Required work ▸
Every entry in the listing is to be reproduced exactly.

Input data ▸
§ §

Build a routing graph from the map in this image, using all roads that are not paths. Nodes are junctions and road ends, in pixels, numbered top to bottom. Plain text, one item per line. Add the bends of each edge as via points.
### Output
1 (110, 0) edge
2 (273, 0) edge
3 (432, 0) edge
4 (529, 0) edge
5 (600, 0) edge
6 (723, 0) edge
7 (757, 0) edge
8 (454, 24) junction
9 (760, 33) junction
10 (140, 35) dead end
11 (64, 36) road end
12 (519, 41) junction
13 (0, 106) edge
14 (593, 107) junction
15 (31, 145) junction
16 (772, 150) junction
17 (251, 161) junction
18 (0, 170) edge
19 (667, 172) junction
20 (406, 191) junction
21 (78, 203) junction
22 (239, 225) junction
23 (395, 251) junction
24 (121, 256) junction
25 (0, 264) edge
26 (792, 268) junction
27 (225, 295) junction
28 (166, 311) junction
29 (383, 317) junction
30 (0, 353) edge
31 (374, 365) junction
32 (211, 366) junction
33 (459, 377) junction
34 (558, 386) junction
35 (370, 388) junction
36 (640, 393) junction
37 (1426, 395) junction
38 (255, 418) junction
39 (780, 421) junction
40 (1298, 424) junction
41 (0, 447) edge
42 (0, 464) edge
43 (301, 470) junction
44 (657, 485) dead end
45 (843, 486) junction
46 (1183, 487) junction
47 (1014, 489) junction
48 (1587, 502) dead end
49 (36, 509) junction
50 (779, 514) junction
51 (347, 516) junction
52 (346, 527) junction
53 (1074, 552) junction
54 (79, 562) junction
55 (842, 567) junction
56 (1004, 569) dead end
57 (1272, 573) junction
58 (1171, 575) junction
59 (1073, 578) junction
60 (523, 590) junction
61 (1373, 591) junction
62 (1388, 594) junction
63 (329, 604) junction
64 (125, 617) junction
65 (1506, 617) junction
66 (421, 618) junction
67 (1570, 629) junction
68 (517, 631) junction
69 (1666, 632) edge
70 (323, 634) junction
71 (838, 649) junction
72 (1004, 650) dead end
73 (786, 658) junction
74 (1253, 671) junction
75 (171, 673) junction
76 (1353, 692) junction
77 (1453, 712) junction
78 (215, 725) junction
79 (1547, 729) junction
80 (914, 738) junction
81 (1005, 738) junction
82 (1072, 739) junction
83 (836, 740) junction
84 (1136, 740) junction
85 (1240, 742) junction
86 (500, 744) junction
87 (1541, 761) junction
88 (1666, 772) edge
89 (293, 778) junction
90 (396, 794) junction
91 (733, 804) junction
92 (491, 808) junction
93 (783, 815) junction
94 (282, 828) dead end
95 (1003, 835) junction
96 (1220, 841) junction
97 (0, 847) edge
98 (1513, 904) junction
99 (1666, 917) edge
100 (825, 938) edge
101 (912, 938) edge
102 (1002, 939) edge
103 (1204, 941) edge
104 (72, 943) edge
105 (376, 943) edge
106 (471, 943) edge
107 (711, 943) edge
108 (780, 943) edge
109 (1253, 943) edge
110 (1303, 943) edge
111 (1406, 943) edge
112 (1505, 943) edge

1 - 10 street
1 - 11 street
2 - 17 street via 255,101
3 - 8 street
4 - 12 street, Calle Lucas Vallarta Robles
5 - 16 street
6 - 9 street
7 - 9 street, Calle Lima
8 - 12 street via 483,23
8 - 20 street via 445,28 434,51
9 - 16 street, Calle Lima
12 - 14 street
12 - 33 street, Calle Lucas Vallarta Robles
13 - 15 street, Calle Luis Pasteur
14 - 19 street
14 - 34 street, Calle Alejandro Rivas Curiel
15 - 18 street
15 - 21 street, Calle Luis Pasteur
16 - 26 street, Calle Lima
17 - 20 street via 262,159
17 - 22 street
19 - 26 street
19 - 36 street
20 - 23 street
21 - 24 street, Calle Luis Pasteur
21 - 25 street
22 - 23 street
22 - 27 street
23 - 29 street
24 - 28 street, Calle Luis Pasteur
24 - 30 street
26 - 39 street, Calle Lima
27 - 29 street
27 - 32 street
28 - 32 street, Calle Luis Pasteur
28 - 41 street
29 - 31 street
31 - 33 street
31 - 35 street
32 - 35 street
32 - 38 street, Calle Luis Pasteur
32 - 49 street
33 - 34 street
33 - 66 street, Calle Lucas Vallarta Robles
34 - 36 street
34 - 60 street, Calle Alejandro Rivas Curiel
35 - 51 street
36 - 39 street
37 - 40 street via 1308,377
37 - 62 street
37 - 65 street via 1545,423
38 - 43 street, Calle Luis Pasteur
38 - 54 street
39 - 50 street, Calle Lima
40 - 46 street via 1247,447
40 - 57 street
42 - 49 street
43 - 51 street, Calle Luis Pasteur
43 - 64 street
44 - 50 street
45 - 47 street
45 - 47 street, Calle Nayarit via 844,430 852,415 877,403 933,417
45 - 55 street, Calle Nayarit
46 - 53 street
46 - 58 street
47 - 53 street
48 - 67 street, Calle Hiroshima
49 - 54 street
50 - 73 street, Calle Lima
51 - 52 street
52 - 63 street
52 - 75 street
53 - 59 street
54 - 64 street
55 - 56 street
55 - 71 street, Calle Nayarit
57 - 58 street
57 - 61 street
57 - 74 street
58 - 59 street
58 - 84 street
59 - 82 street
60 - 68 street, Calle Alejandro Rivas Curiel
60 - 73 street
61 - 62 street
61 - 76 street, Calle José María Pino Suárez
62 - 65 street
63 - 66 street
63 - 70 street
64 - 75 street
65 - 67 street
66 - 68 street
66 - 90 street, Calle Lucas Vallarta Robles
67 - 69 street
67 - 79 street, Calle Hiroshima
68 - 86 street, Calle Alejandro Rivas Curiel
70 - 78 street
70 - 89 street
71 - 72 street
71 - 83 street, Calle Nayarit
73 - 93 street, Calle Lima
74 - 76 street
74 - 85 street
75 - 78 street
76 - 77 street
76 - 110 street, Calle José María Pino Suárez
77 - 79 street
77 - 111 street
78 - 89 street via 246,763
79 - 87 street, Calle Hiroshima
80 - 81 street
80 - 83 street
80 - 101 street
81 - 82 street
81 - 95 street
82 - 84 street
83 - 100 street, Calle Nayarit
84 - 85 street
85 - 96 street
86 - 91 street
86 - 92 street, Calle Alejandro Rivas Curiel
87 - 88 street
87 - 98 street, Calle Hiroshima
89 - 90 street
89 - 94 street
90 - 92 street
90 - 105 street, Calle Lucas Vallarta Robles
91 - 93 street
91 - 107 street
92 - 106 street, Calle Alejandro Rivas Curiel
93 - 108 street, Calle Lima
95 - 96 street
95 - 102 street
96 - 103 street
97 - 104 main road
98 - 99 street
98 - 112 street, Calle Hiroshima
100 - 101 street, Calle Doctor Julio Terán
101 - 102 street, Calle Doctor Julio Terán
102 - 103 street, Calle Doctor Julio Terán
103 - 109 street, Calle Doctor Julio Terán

§ §

Expected answer ▸
Build a routing graph from the map in this image, using all roads that are not paths. Nodes are junctions and road ends, in pixels, numbered top to bottom. Plain text, one item per line. Add the bends of each edge as via points.
### Output
1 (110, 0) edge
2 (273, 0) edge
3 (432, 0) edge
4 (529, 0) edge
5 (600, 0) edge
6 (723, 0) edge
7 (757, 0) edge
8 (454, 24) junction
9 (760, 33) junction
10 (140, 35) dead end
11 (64, 36) road end
12 (519, 41) junction
13 (0, 106) edge
14 (593, 107) junction
15 (31, 145) junction
16 (772, 150) junction
17 (251, 161) junction
18 (0, 170) edge
19 (667, 172) junction
20 (406, 191) junction
21 (78, 203) junction
22 (239, 225) junction
23 (395, 251) junction
24 (121, 256) junction
25 (0, 264) edge
26 (792, 268) junction
27 (225, 295) junction
28 (166, 311) junction
29 (383, 317) junction
30 (0, 353) edge
31 (374, 365) junction
32 (211, 366) junction
33 (459, 377) junction
34 (558, 386) junction
35 (370, 388) junction
36 (640, 393) junction
37 (1426, 395) junction
38 (255, 418) junction
39 (780, 421) junction
40 (1298, 424) junction
41 (0, 447) edge
42 (0, 464) edge
43 (301, 470) junction
44 (657, 485) dead end
45 (843, 486) junction
46 (1183, 487) junction
47 (1014, 489) junction
48 (1587, 502) dead end
49 (36, 509) junction
50 (779, 514) junction
51 (347, 516) junction
52 (346, 527) junction
53 (1074, 552) junction
54 (79, 562) junction
55 (842, 567) junction
56 (1004, 569) dead end
57 (1272, 573) junction
58 (1171, 575) junction
59 (1073, 578) junction
60 (523, 590) junction
61 (1373, 591) junction
62 (1388, 594) junction
63 (329, 604) junction
64 (125, 617) junction
65 (1506, 617) junction
66 (421, 618) junction
67 (1570, 629) junction
68 (517, 631) junction
69 (1666, 632) edge
70 (323, 634) junction
71 (838, 649) junction
72 (1004, 650) dead end
73 (786, 658) junction
74 (1253, 671) junction
75 (171, 673) junction
76 (1353, 692) junction
77 (1453, 712) junction
78 (215, 725) junction
79 (1547, 729) junction
80 (914, 738) junction
81 (1005, 738) junction
82 (1072, 739) junction
83 (836, 740) junction
84 (1136, 740) junction
85 (1240, 742) junction
86 (500, 744) junction
87 (1541, 761) junction
88 (1666, 772) edge
89 (293, 778) junction
90 (396, 794) junction
91 (733, 804) junction
92 (491, 808) junction
93 (783, 815) junction
94 (282, 828) dead end
95 (1003, 835) junction
96 (1220, 841) junction
97 (0, 847) edge
98 (1513, 904) junction
99 (1666, 917) edge
100 (825, 938) edge
101 (912, 938) edge
102 (1002, 939) edge
103 (1204, 941) edge
104 (72, 943) edge
105 (376, 943) edge
106 (471, 943) edge
107 (711, 943) edge
108 (780, 943) edge
109 (1253, 943) edge
110 (1303, 943) edge
111 (1406, 943) edge
112 (1505, 943) edge

1 - 10 street
1 - 11 street
2 - 17 street via 255,101
3 - 8 street
4 - 12 street, Calle Lucas Vallarta Robles
5 - 16 street
6 - 9 street
7 - 9 street, Calle Lima
8 - 12 street via 483,23
8 - 20 street via 445,28 434,51
9 - 16 street, Calle Lima
12 - 14 street
12 - 33 street, Calle Lucas Vallarta Robles
13 - 15 street, Calle Luis Pasteur
14 - 19 street
14 - 34 street, Calle Alejandro Rivas Curiel
15 - 18 street
15 - 21 street, Calle Luis Pasteur
16 - 26 street, Calle Lima
17 - 20 street via 262,159
17 - 22 street
19 - 26 street
19 - 36 street
20 - 23 street
21 - 24 street, Calle Luis Pasteur
21 - 25 street
22 - 23 street
22 - 27 street
23 - 29 street
24 - 28 street, Calle Luis Pasteur
24 - 30 street
26 - 39 street, Calle Lima
27 - 29 street
27 - 32 street
28 - 32 street, Calle Luis Pasteur
28 - 41 street
29 - 31 street
31 - 33 street
31 - 35 street
32 - 35 street
32 - 38 street, Calle Luis Pasteur
32 - 49 street
33 - 34 street
33 - 66 street, Calle Lucas Vallarta Robles
34 - 36 street
34 - 60 street, Calle Alejandro Rivas Curiel
35 - 51 street
36 - 39 street
37 - 40 street via 1308,377
37 - 62 street
37 - 65 street via 1545,423
38 - 43 street, Calle Luis Pasteur
38 - 54 street
39 - 50 street, Calle Lima
40 - 46 street via 1247,447
40 - 57 street
42 - 49 street
43 - 51 street, Calle Luis Pasteur
43 - 64 street
44 - 50 street
45 - 47 street
45 - 47 street, Calle Nayarit via 844,430 852,415 877,403 933,417
45 - 55 street, Calle Nayarit
46 - 53 street
46 - 58 street
47 - 53 street
48 - 67 street, Calle Hiroshima
49 - 54 street
50 - 73 street, Calle Lima
51 - 52 street
52 - 63 street
52 - 75 street
53 - 59 street
54 - 64 street
55 - 56 street
55 - 71 street, Calle Nayarit
57 - 58 street
57 - 61 street
57 - 74 street
58 - 59 street
58 - 84 street
59 - 82 street
60 - 68 street, Calle Alejandro Rivas Curiel
60 - 73 street
61 - 62 street
61 - 76 street, Calle José María Pino Suárez
62 - 65 street
63 - 66 street
63 - 70 street
64 - 75 street
65 - 67 street
66 - 68 street
66 - 90 street, Calle Lucas Vallarta Robles
67 - 69 street
67 - 79 street, Calle Hiroshima
68 - 86 street, Calle Alejandro Rivas Curiel
70 - 78 street
70 - 89 street
71 - 72 street
71 - 83 street, Calle Nayarit
73 - 93 street, Calle Lima
74 - 76 street
74 - 85 street
75 - 78 street
76 - 77 street
76 - 110 street, Calle José María Pino Suárez
77 - 79 street
77 - 111 street
78 - 89 street via 246,763
79 - 87 street, Calle Hiroshima
80 - 81 street
80 - 83 street
80 - 101 street
81 - 82 street
81 - 95 street
82 - 84 street
83 - 100 street, Calle Nayarit
84 - 85 street
85 - 96 street
86 - 91 street
86 - 92 street, Calle Alejandro Rivas Curiel
87 - 88 street
87 - 98 street, Calle Hiroshima
89 - 90 street
89 - 94 street
90 - 92 street
90 - 105 street, Calle Lucas Vallarta Robles
91 - 93 street
91 - 107 street
92 - 106 street, Calle Alejandro Rivas Curiel
93 - 108 street, Calle Lima
95 - 96 street
95 - 102 street
96 - 103 street
97 - 104 main road
98 - 99 street
98 - 112 street, Calle Hiroshima
100 - 101 street, Calle Doctor Julio Terán
101 - 102 street, Calle Doctor Julio Terán
102 - 103 street, Calle Doctor Julio Terán
103 - 109 street, Calle Doctor Julio Terán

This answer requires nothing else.